[TASK TO COMPLETE]:
Once you have checked the records that follow, state how many of their lines hold "Πιτσίλου", giving the number only.

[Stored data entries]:
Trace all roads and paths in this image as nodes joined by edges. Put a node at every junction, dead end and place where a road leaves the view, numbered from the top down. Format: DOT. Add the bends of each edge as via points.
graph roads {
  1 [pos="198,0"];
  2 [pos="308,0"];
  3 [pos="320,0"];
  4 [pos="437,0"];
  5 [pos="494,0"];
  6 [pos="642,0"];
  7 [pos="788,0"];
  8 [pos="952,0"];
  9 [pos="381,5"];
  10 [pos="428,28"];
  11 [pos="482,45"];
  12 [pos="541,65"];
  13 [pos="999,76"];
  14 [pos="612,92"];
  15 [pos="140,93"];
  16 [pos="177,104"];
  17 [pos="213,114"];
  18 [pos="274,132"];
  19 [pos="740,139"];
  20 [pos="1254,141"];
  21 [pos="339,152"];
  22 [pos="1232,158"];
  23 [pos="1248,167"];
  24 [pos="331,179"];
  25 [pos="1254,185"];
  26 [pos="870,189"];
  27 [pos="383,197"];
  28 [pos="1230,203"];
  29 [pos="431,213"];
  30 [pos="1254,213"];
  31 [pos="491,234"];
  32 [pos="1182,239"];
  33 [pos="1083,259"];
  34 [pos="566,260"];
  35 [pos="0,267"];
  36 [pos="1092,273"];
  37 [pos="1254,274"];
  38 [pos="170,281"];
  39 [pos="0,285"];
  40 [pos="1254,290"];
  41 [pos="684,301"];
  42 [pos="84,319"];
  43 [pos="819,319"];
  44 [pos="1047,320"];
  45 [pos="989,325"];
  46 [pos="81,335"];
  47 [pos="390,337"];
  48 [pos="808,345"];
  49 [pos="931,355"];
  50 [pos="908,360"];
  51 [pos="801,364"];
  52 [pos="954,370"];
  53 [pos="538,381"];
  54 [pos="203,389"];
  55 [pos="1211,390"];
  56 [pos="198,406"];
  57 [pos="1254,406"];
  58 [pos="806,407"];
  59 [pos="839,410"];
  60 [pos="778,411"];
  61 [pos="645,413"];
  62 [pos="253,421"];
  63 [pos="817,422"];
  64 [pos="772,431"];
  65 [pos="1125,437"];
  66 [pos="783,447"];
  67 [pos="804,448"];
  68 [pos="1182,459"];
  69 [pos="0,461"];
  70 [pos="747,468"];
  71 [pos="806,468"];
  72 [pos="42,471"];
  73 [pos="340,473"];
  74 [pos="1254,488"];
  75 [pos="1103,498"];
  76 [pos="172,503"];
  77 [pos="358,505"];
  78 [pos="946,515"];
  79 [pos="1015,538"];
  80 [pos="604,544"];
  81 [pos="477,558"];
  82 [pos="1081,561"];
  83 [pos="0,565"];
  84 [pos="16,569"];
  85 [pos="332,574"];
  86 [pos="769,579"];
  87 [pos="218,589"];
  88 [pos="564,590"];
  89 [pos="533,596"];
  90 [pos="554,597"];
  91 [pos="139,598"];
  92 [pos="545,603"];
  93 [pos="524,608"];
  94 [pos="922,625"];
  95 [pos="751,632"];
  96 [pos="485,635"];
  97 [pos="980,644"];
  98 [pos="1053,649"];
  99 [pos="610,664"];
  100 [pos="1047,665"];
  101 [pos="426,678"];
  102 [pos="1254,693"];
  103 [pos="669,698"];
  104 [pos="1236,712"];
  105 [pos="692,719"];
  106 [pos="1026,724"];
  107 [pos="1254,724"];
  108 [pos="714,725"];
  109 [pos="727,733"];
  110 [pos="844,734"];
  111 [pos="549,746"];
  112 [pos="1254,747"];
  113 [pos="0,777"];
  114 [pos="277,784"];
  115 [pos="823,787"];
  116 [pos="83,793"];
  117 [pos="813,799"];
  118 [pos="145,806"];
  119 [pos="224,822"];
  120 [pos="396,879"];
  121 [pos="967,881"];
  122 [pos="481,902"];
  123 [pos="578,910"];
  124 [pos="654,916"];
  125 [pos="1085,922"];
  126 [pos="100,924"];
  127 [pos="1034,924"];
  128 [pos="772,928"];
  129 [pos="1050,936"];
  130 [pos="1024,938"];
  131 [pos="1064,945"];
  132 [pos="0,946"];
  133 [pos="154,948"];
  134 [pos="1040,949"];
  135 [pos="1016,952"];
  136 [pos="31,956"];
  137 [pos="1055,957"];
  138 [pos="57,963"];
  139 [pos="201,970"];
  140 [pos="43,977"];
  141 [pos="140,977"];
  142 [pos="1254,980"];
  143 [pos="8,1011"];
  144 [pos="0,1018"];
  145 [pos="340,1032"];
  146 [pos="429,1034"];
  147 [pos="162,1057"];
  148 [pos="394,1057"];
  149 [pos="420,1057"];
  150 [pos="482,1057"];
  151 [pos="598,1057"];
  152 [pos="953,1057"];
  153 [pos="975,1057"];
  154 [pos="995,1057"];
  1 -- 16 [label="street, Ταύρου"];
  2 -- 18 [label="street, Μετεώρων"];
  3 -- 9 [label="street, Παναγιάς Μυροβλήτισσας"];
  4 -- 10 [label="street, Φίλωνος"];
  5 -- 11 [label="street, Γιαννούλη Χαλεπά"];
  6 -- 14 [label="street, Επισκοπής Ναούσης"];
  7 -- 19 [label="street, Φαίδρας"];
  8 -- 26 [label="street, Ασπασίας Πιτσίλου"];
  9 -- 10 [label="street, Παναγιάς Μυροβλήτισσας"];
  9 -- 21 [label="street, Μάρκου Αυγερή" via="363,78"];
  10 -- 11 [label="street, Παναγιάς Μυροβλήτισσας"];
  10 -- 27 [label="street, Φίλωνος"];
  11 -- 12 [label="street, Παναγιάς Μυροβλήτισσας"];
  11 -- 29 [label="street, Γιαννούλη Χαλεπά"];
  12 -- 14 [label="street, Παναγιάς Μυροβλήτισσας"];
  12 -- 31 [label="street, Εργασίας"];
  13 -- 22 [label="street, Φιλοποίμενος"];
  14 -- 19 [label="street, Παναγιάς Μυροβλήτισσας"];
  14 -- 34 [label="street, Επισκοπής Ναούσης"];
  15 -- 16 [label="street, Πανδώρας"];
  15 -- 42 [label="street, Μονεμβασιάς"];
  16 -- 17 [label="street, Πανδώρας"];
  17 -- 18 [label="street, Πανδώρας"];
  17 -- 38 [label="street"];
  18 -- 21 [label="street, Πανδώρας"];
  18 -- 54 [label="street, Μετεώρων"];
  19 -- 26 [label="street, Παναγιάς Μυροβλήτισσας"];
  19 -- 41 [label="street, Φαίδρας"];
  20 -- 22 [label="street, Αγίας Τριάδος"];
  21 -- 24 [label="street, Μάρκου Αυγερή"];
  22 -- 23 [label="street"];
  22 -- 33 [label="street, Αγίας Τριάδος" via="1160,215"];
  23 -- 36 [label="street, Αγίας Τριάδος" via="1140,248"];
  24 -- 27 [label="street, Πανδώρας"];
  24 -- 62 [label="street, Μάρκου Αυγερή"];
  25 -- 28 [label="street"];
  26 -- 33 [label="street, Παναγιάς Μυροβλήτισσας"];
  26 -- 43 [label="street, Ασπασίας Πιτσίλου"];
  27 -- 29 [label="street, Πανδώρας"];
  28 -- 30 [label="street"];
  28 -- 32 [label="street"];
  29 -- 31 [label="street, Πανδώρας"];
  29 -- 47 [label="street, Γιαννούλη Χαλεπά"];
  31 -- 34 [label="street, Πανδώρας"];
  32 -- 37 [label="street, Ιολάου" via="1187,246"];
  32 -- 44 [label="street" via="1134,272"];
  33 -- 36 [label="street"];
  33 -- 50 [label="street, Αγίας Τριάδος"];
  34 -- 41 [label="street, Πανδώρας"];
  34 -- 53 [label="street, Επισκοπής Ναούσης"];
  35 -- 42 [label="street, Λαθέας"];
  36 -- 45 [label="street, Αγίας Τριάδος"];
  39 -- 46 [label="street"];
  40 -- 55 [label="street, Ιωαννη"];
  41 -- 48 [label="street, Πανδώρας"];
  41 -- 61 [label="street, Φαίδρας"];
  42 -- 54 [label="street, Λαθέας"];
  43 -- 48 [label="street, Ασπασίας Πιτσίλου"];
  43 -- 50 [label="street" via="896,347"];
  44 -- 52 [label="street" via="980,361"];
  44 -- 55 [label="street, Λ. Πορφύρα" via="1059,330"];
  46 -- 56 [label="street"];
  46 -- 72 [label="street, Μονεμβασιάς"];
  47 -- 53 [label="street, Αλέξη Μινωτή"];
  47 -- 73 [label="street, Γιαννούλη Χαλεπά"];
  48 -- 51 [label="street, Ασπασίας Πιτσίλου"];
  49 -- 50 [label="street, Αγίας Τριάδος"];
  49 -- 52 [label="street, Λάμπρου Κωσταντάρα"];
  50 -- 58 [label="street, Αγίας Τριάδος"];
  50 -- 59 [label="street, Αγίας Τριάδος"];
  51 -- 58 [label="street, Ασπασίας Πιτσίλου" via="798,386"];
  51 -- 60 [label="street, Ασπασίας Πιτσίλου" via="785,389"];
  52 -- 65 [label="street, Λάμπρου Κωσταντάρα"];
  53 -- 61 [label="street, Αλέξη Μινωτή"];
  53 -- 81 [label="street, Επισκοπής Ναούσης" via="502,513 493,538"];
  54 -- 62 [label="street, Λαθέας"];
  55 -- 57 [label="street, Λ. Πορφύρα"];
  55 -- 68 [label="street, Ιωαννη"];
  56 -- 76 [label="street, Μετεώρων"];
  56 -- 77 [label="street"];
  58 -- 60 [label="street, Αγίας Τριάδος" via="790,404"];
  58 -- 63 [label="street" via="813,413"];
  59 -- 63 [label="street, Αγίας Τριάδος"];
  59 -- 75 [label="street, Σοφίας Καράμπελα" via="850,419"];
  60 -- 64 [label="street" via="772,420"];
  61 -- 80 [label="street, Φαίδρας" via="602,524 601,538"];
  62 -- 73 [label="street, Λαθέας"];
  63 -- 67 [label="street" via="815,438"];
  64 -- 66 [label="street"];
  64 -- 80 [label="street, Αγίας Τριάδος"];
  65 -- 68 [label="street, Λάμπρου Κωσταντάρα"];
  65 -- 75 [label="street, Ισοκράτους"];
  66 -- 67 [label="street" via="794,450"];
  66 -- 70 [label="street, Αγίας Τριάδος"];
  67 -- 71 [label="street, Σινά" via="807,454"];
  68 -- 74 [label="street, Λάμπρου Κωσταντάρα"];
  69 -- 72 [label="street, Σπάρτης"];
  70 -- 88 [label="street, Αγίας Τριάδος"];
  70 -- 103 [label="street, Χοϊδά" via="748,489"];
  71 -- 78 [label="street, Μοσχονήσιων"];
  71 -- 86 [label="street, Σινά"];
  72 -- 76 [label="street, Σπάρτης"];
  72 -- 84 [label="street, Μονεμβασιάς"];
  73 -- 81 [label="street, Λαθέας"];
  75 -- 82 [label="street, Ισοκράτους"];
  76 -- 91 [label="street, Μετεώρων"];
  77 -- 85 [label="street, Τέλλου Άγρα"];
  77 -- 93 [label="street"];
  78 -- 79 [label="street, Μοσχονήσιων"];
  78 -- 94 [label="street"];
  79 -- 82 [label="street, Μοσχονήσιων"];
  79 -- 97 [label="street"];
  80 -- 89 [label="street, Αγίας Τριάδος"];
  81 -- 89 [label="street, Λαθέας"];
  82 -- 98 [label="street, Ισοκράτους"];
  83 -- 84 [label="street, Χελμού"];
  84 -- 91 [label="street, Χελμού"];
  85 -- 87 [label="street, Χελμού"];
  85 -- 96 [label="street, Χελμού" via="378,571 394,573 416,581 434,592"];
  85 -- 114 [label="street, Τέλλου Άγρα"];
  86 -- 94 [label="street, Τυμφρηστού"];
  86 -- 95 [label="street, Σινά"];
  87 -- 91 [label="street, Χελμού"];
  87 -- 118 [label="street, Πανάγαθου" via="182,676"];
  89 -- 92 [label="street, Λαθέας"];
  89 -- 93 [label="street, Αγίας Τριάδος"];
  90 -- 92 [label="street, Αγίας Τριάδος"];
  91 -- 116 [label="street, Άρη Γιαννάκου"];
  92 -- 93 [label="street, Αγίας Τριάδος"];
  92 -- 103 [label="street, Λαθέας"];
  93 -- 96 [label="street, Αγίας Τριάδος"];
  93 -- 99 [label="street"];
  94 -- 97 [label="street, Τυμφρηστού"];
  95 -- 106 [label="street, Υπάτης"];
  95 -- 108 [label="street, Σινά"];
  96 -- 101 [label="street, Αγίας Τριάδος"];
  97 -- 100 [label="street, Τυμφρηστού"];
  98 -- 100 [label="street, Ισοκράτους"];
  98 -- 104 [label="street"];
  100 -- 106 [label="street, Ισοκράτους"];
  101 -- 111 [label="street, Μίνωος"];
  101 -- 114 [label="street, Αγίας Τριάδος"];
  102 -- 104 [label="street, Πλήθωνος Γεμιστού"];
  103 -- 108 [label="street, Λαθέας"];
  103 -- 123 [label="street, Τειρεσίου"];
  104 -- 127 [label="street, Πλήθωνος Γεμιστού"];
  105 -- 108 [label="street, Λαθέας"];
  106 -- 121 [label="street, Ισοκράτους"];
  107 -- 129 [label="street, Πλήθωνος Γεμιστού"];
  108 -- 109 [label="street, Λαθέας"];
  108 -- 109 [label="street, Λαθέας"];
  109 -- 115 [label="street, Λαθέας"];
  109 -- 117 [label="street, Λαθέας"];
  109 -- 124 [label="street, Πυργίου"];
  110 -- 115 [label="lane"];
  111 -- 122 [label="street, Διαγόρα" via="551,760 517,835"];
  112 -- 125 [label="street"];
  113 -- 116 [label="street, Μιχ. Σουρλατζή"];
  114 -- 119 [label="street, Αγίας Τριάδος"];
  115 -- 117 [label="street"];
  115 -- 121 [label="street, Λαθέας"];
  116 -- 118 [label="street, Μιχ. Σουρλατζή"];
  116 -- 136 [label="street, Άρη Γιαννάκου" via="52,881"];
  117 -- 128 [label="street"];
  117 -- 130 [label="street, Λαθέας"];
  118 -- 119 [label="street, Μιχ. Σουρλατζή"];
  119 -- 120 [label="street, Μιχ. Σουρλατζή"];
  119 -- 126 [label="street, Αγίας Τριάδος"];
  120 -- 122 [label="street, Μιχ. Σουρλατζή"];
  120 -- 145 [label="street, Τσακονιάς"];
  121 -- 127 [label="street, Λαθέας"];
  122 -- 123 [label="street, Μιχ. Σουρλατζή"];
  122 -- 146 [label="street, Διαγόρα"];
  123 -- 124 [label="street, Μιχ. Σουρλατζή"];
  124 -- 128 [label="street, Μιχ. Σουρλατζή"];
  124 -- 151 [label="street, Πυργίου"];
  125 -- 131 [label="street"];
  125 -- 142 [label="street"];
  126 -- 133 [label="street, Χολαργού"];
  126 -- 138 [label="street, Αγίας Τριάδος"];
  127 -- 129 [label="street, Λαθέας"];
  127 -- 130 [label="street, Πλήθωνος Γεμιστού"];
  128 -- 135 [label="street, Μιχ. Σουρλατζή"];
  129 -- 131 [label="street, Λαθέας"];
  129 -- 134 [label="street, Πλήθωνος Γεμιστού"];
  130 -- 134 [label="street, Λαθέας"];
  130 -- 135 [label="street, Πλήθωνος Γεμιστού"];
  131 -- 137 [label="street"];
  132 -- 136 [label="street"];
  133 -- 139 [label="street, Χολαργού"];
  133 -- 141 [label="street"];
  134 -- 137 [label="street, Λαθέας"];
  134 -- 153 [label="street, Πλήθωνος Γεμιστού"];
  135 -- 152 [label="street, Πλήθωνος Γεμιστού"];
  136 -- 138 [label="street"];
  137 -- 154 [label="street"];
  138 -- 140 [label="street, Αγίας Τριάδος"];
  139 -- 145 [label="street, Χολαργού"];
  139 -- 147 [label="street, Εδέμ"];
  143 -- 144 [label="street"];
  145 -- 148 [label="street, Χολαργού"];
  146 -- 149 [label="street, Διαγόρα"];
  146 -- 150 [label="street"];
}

[WRITTEN SOLUTION]:
6